Totally Wicked – a Florida-based e-cigarette and e-liquid company that established the first brick shop in the U.S. – has announced that because of the FDA regulations, they have been forced to go out of business in 2018, once the pre-market tobacco application (PMTA) grace period ends. They will join what will certainly be thousands of other e-cigarette businesses and vape shops which simply cannot afford the capital costs associated with completing PMTA’s.
In announcing the closing of its doors in 2018, Totally Wicked explained – in the most succinct and prescient manner I have heard – the absurdity and the irony of the FDA’s approach to e-cigarette regulation:
“The FDA may want Americans to continue smoking; we do not.”
As Totally Wicked explains:
“As a business we operate in both the EU and the USA, have a loyal customer base, offer a wide and dynamic range of hardware and e-liquids and try always to deliver the best possible service in an open and ethical way. However, this is clearly not enough for the FDA as they actively shut down this vibrant industry. With the stroke of a pen, the FDA is demanding fantastically unrealistic pre-market tobacco authorizations for a product that contains no tobacco, at a cost that is prohibitive to all but the tobacco giants, and bears no relations to the products’ risk or indeed, its remarkable potential when compared to the raging tobacco epidemic. It is designed quite simply to destroy the industry. By the end of 2018, there will be no independent vaping industry left within the USA – unless Congress decides to look deeper into this, or indeed the legal system is willing and able to hold the FDA to account for its fallacious representation of the risk impact that it has used to justify this regulatory abomination.” …

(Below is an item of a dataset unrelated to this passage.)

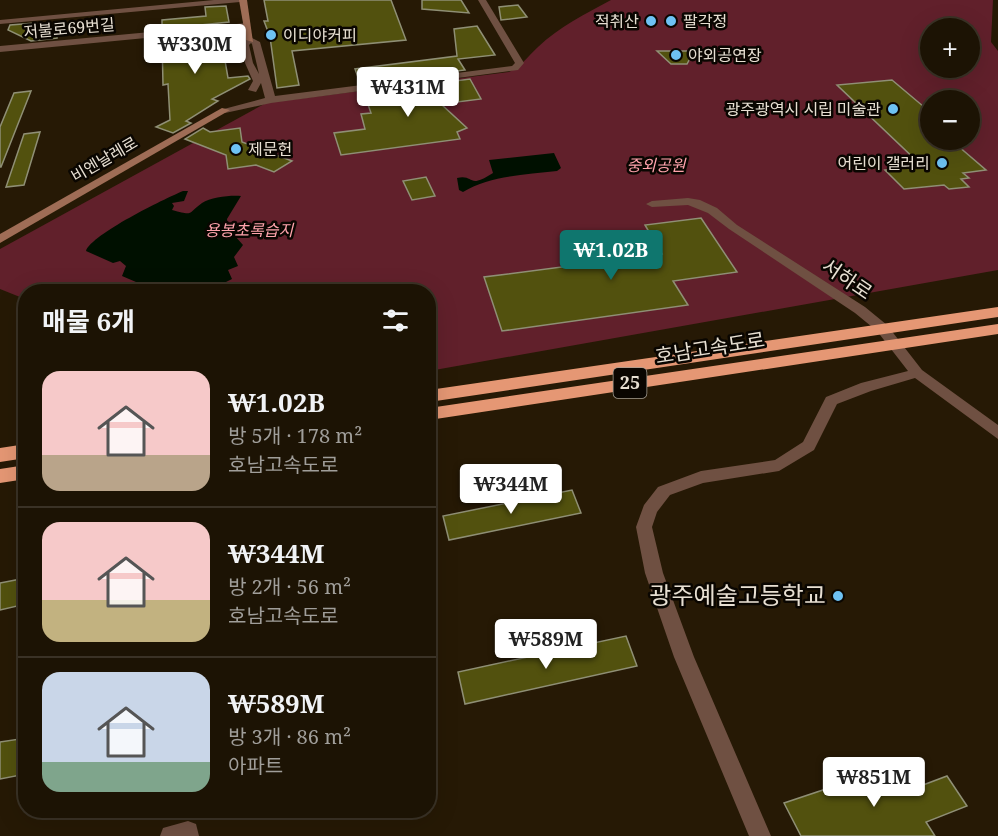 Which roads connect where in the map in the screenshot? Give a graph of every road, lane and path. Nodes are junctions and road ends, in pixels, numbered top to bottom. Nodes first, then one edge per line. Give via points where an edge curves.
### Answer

“This government and its federal bodies charged to defend and protect its citizens have failed the American smokers. While the majority of the rest of the world is moving towards an enlightened position on the transformational potential of consumer vaping products, the USA will retrench itself with a ‘year zero’ firestorm that is already alight in the USA and will consume all independent vape businesses like ours in Summer 2018.”
The Rest of the Story
This is a perfect rendition of exactly what the FDA is doing with its misguided regulatory approach to electronic cigarettes. By treating vaping products exactly the same as deadly cigarettes (in fact, by regulating them more stringently than cigarettes), the FDA is essentially making it clear that it wants smokers to continue smoking rather than switch to a much safer alternative that could potentially save millions of lives. After all, the impact of the regulations – especially the PMTA requirement and the modified risk provisions – will be the decimation of the vaping industry and the creation of a huge impediment to the transformation of the nicotine market from the most toxic to the safest available products.
If the FDA truly wanted smokers to quit, then it would certainly craft regulations that promote smoking cessation, rather than regulations that block or impede smoking cessation by denying smokers the availability of a wide range of much safer alternative products. And it would certainly not create a regulatory infrastructure that gives a huge competitive advantage to real cigarettes over the fake ones.
It is very true: the FDA (and the federal government as a whole) has failed the American smokers. Rather than increasing the available options to quit smoking, the FDA has greatly limited those options. And instead of encouraging smokers to quit, the FDA has permanently stymied smoking cessation efforts.
But there is one ray of hope. As Totally Wicked suggests, the above scenario will occur: “unless Congress decides to look deeper into this.” Fortunately, there are a number of federal lawmakers who have decided to look deeper into this. We will work with these members of Congress to try to prevent the FDA from carrying through with its destructive policies by enacting an alternative approach by which vaping products are regulating under a mechanism distinct from that which is used for products which actually contain tobacco.
As Totally Wicked says, it is sheer lunacy to regulate as tobacco products these devices that contain no tobacco.